0004 — External build partner engagement model
Date: 2026-04-14 Status: proposed (Claire asked for engineering cost estimates; full engagement model pending Operating Council approval)
Context
Claire's April 14 feedback flagged a real constraint: COE cohort work produces validated initiatives, but Balsam may not have enough internal build capacity to turn those into production systems. Without a path from cohort to delivery, the COE generates a backlog of ideas with nowhere to land.
France has committed 20% of pod capacity for COE-validated work during the founding period. That helps for work close to existing Balsam systems, but it won't absorb every initiative. External build partners close the gap.

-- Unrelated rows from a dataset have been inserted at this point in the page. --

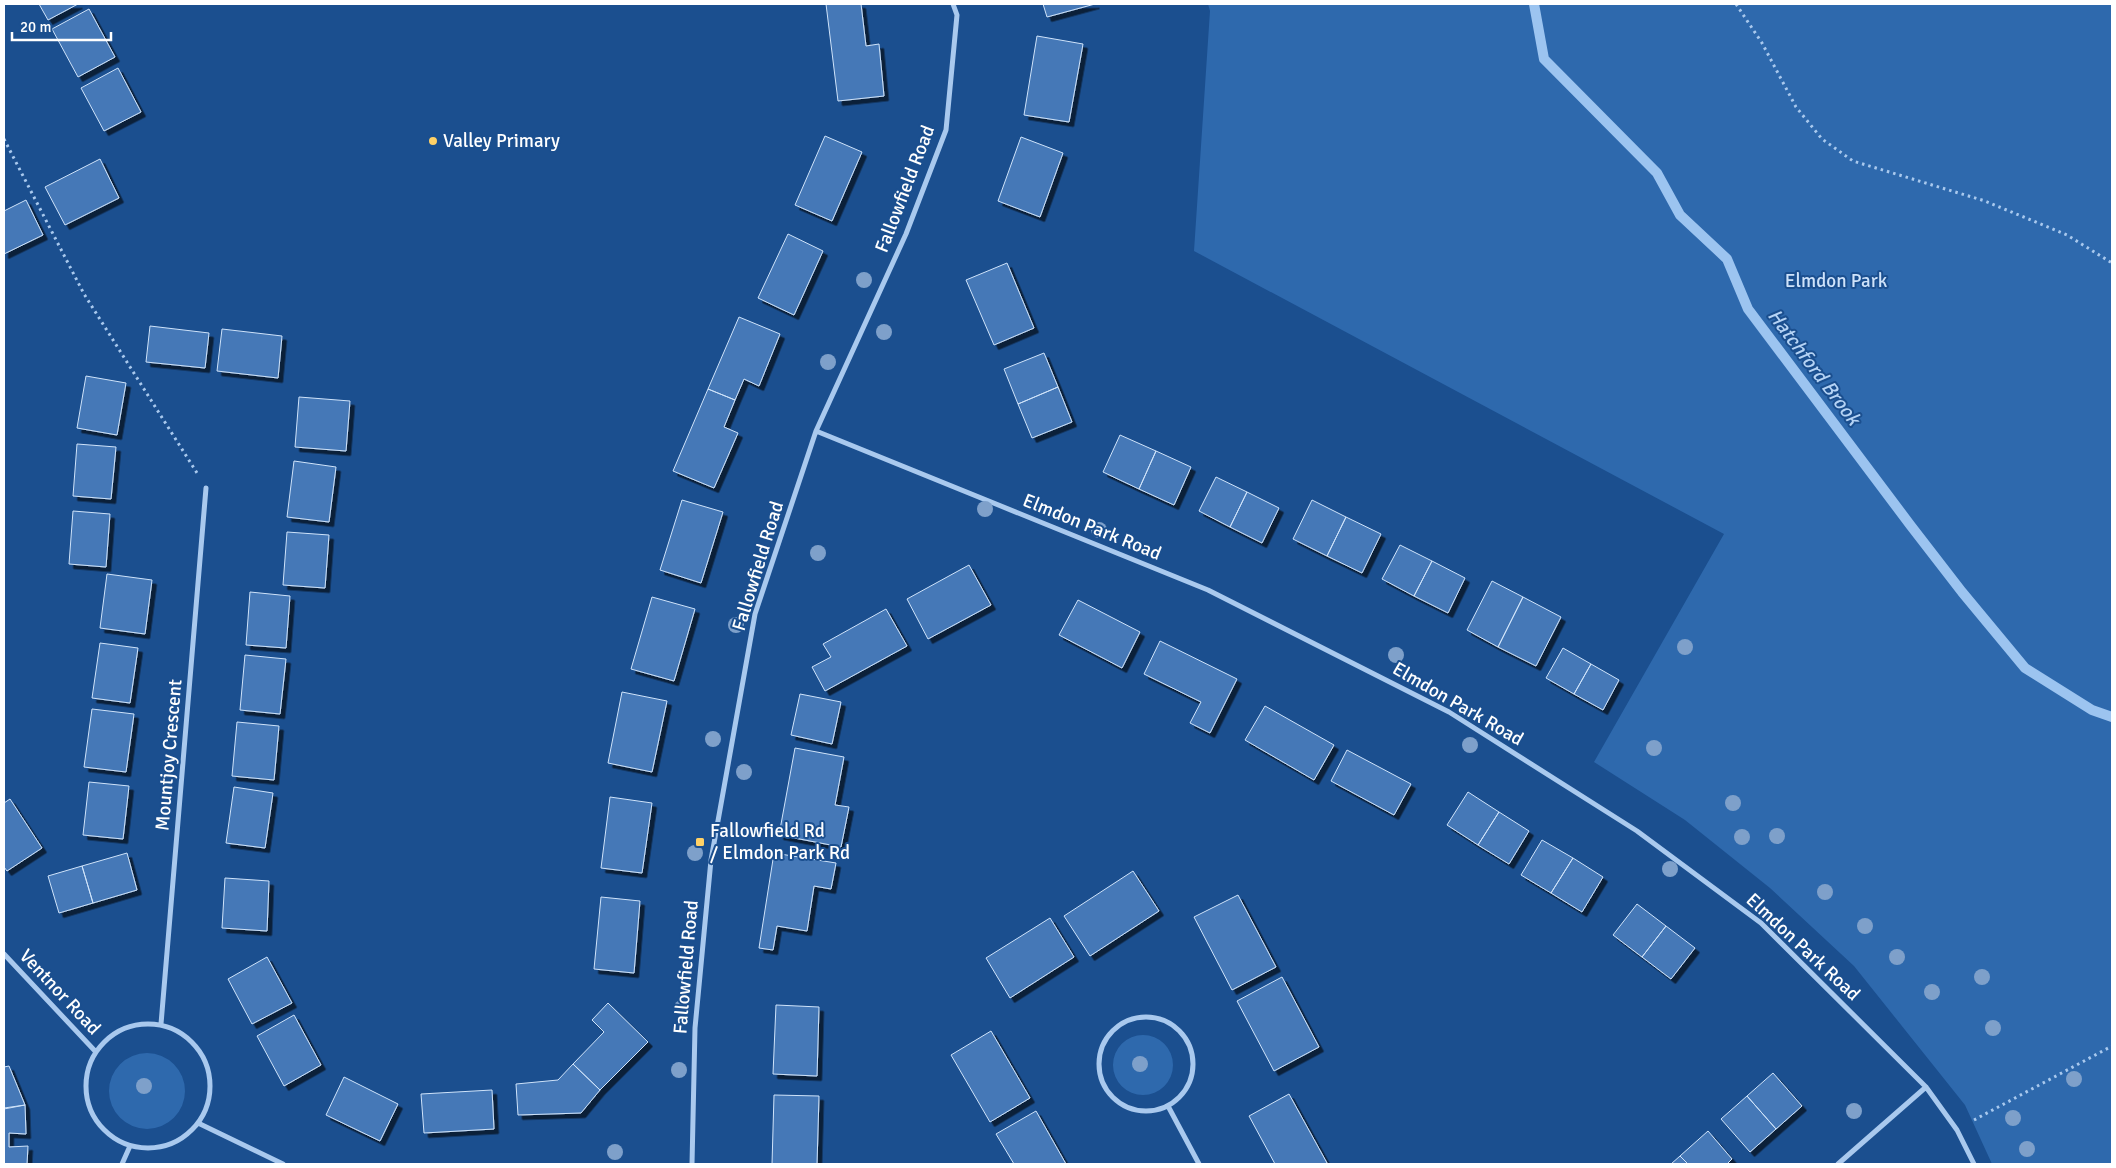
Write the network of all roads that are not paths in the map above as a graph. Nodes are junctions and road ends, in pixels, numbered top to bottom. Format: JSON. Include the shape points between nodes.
{"nodes":[{"id":1,"x":953,"y":4,"type":"edge"},
{"id":2,"x":816,"y":431,"type":"junction"},
{"id":3,"x":206,"y":488,"type":"road end"},
{"id":4,"x":4,"y":954,"type":"edge"},
{"id":5,"x":161,"y":1024,"type":"junction"},
{"id":6,"x":95,"y":1051,"type":"junction"},
{"id":7,"x":1926,"y":1087,"type":"junction"},
{"id":8,"x":1168,"y":1106,"type":"junction"},
{"id":9,"x":198,"y":1123,"type":"junction"},
{"id":10,"x":130,"y":1146,"type":"junction"},
{"id":11,"x":122,"y":1164,"type":"edge"},
{"id":12,"x":283,"y":1164,"type":"edge"},
{"id":13,"x":692,"y":1164,"type":"edge"},
{"id":14,"x":1199,"y":1164,"type":"edge"},
{"id":15,"x":1838,"y":1164,"type":"edge"},
{"id":16,"x":1974,"y":1164,"type":"edge"}],
"edges":[{"from":1,"to":2,"type":"street","name":"Fallowfield Road","via":[[957,15],[946,130],[906,234]]},
{"from":2,"to":7,"type":"street","name":"Elmdon Park Road","via":[[1208,590],[1449,712],[1637,831],[1760,923]]},
{"from":2,"to":13,"type":"street","name":"Fallowfield Road","via":[[755,614],[711,860],[695,1028]]},
{"from":3,"to":5,"type":"street","name":"Mountjoy Crescent"},
{"from":4,"to":6,"type":"street","name":"Ventnor Road"},
{"from":5,"to":6,"type":"street","via":[[139,1023],[121,1029]]},
{"from":5,"to":9,"type":"street","via":[[193,1042],[209,1071],[210,1096]]},
{"from":6,"to":10,"type":"street","via":[[86,1072],[87,1103],[101,1129]]},
{"from":7,"to":15,"type":"street"},
{"from":7,"to":16,"type":"street","name":"Elmdon Park Road","via":[[1957,1130]]},
{"from":8,"to":8,"type":"street","via":[[1150,1111],[1132,1109],[1116,1100],[1104,1085],[1099,1068],[1102,1049],[1110,1033],[1125,1022],[1143,1017],[1161,1019],[1177,1028],[1188,1042],[1193,1060],[1192,1078],[1182,1094]]},
{"from":8,"to":14,"type":"street"},
{"from":9,"to":10,"type":"street","via":[[178,1141],[158,1148]]},
{"from":9,"to":12,"type":"street"},
{"from":10,"to":11,"type":"street"}]}
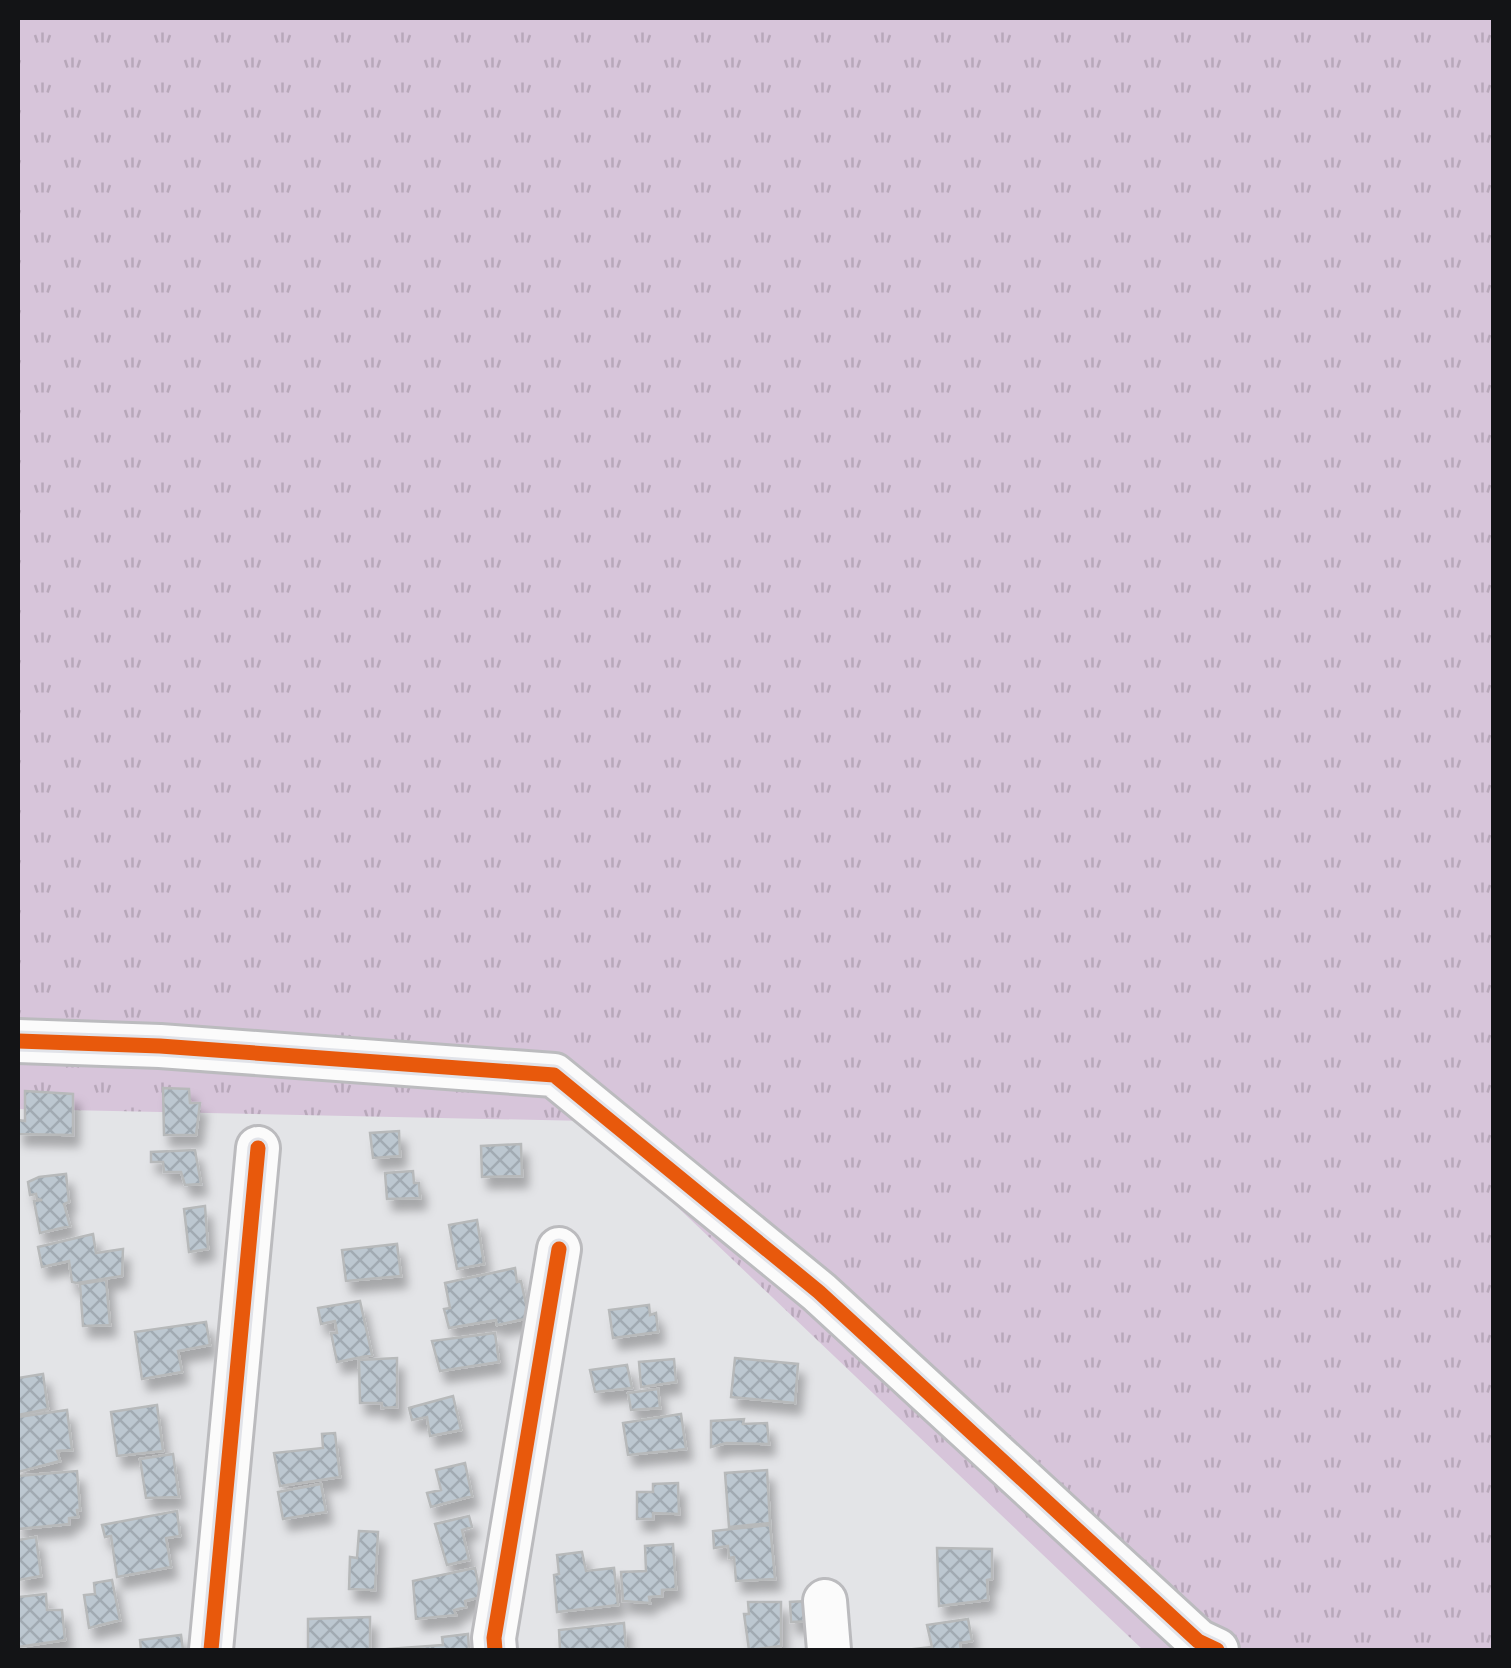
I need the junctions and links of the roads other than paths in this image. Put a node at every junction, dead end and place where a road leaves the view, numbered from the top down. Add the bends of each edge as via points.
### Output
1 (18, 1041) edge
2 (258, 1148) dead end
3 (560, 1250) dead end
4 (824, 1600) dead end
5 (211, 1650) edge
6 (496, 1650) edge
7 (830, 1650) edge
8 (1217, 1650) edge

1 - 8 street via 554,1074 819,1292 1198,1641
2 - 5 street
3 - 6 street
4 - 7 street

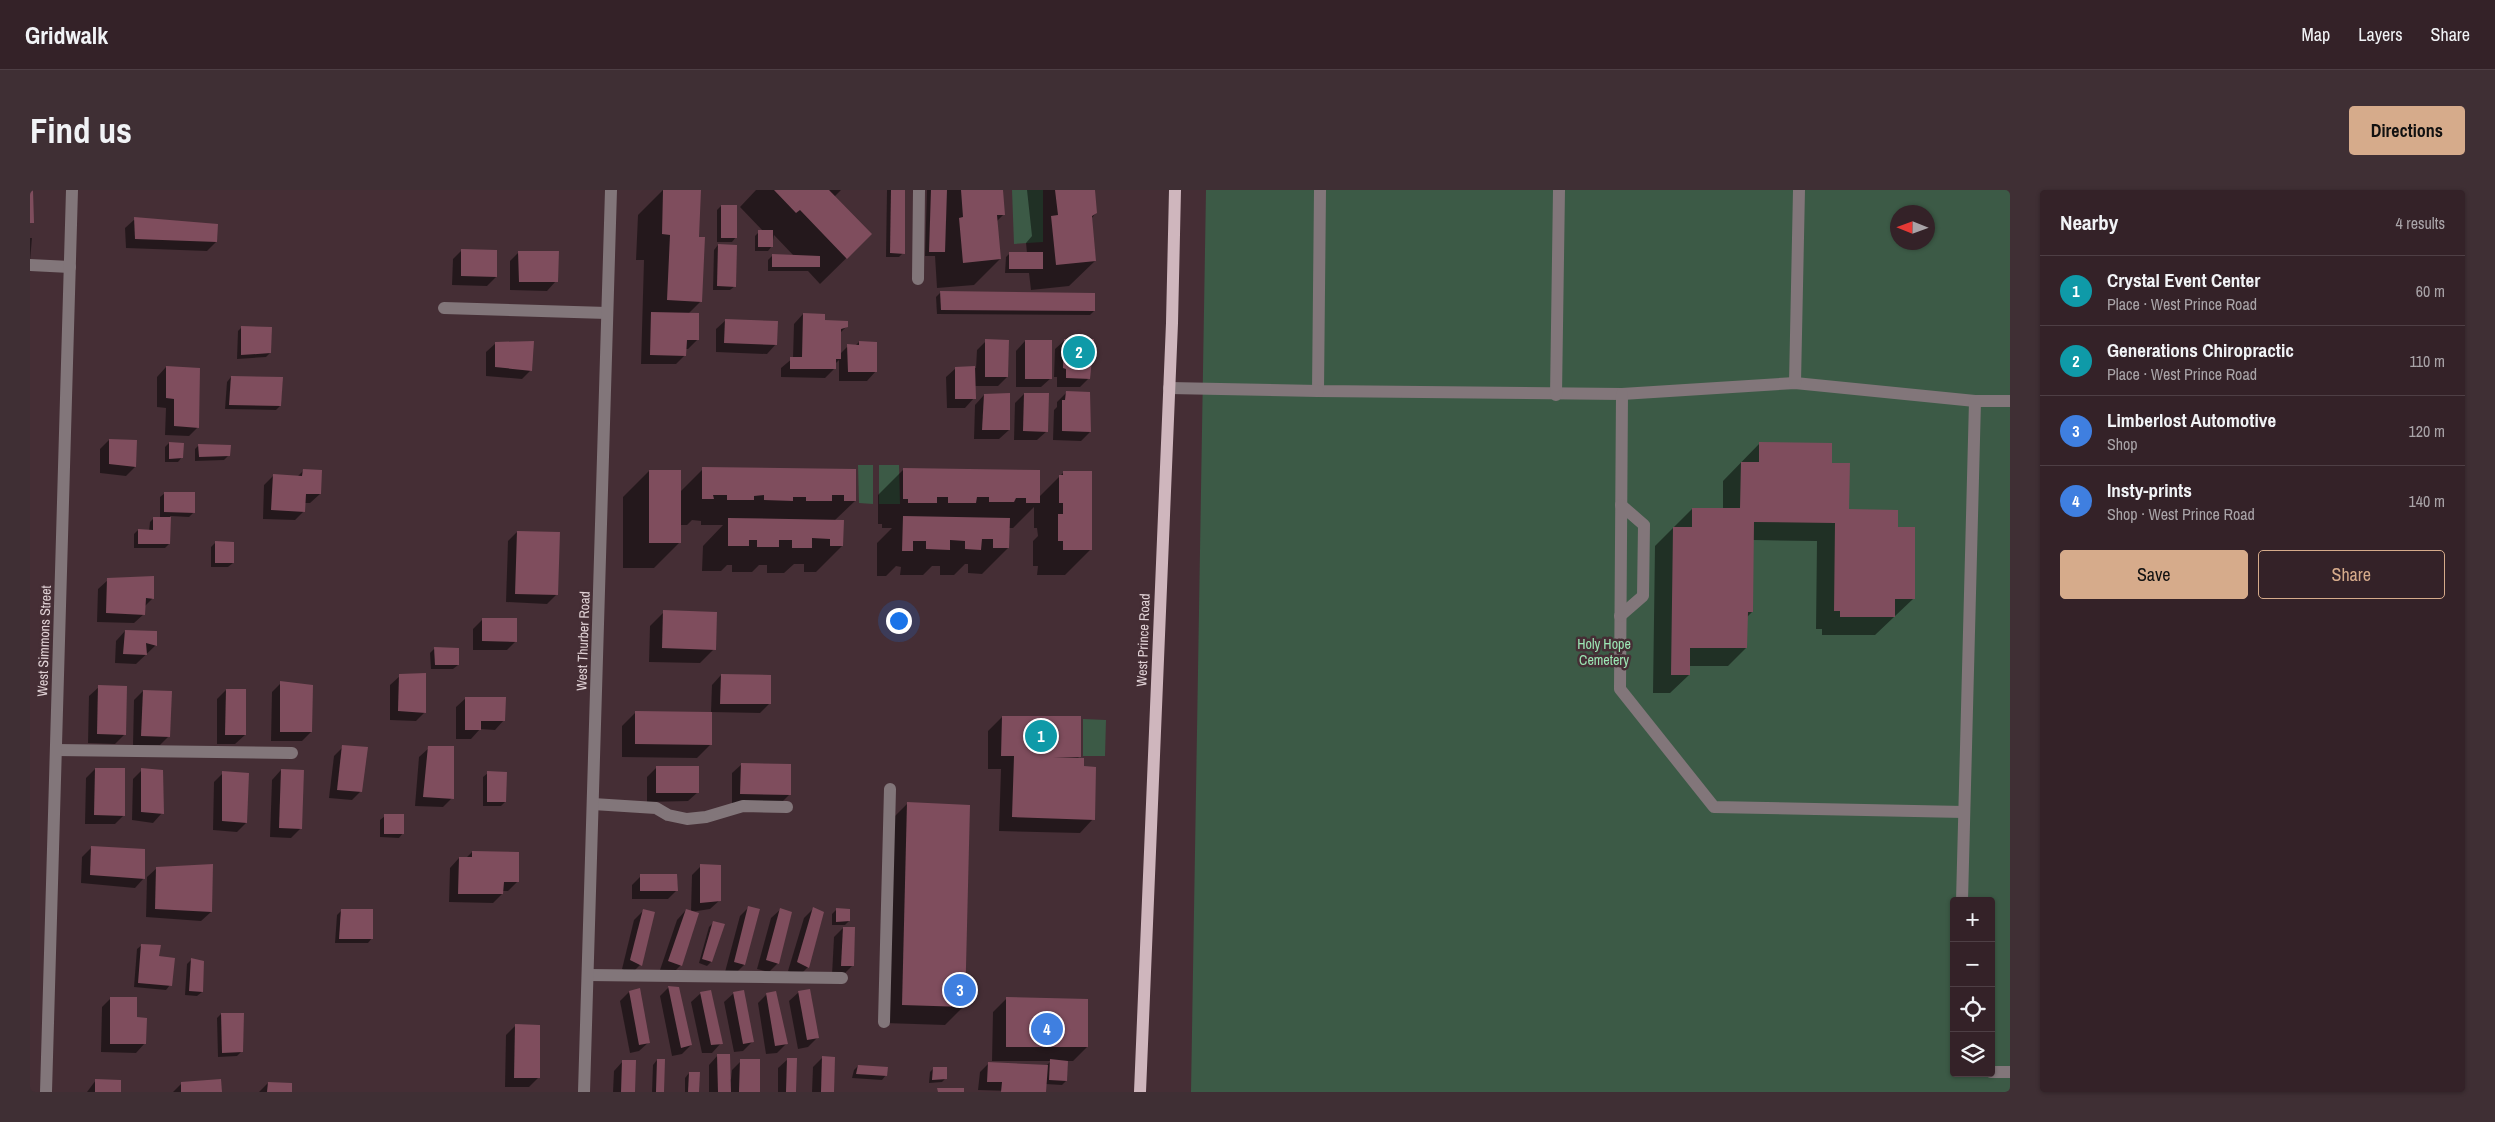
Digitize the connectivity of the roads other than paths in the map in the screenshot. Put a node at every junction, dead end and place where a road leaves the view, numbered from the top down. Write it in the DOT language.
graph roads {
  1 [pos="72,190"];
  2 [pos="611,190"];
  3 [pos="920,190"];
  4 [pos="1175,190"];
  5 [pos="1320,190"];
  6 [pos="1559,190"];
  7 [pos="1799,190"];
  8 [pos="30,265"];
  9 [pos="70,267"];
  10 [pos="918,279"];
  11 [pos="444,308"];
  12 [pos="608,313"];
  13 [pos="1795,383"];
  14 [pos="1169,388"];
  15 [pos="1318,391"];
  16 [pos="1622,394"];
  17 [pos="1556,395"];
  18 [pos="1975,401"];
  19 [pos="2010,401"];
  20 [pos="1621,505"];
  21 [pos="1620,616"];
  22 [pos="56,750"];
  23 [pos="292,752"];
  24 [pos="890,789"];
  25 [pos="593,804"];
  26 [pos="787,807"];
  27 [pos="1964,812"];
  28 [pos="1962,897"];
  29 [pos="588,975"];
  30 [pos="842,978"];
  31 [pos="884,1022"];
  32 [pos="1995,1072"];
  33 [pos="2010,1072"];
  34 [pos="46,1092"];
  35 [pos="584,1092"];
  36 [pos="1140,1092"];
  1 -- 9 [label="street, West Simmons Street"];
  2 -- 12 [label="street, West Thurber Road"];
  3 -- 10 [label="street"];
  4 -- 14 [label="main road, West Prince Road"];
  5 -- 15 [label="street"];
  6 -- 17 [label="street"];
  7 -- 13 [label="street"];
  8 -- 9 [label="street"];
  9 -- 22 [label="street, West Simmons Street"];
  11 -- 12 [label="street"];
  12 -- 25 [label="street, West Thurber Road"];
  13 -- 16 [label="street"];
  13 -- 18 [label="street"];
  14 -- 15 [label="street"];
  14 -- 36 [label="main road, West Prince Road"];
  15 -- 17 [label="street"];
  16 -- 17 [label="street"];
  16 -- 20 [label="street"];
  18 -- 19 [label="street"];
  18 -- 27 [label="street"];
  20 -- 21 [label="street"];
  20 -- 21 [label="street"];
  21 -- 27 [label="street"];
  22 -- 23 [label="street"];
  22 -- 34 [label="street, West Simmons Street"];
  24 -- 31 [label="street"];
  25 -- 26 [label="street"];
  25 -- 29 [label="street, West Thurber Road"];
  27 -- 28 [label="street"];
  29 -- 30 [label="street"];
  29 -- 35 [label="street, West Thurber Road"];
  32 -- 33 [label="street"];
}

Claire also asked for engineering cost estimates for holistic budgeting — to compare total COE investment (retainer + build partner engagements) against what the PLM implementation and licensing would have cost.
Decision
External build partners are engaged when:
- A COE cohort produces a validated initiative that needs production-grade engineering.
- The work doesn't fit internal pod capacity (scope, timeline, or skills).
- The Operating Council approves the engagement and its budget.
Partner options (ranked by fit, not preference):
- Balsam internal pods (France's team) — first choice for work close to existing systems.
- Spatialedge — South African data engineering firm (170 people, 23 PhDs, 10 years operating). Strong for data engineering, ML lifecycle, enterprise AI reliability.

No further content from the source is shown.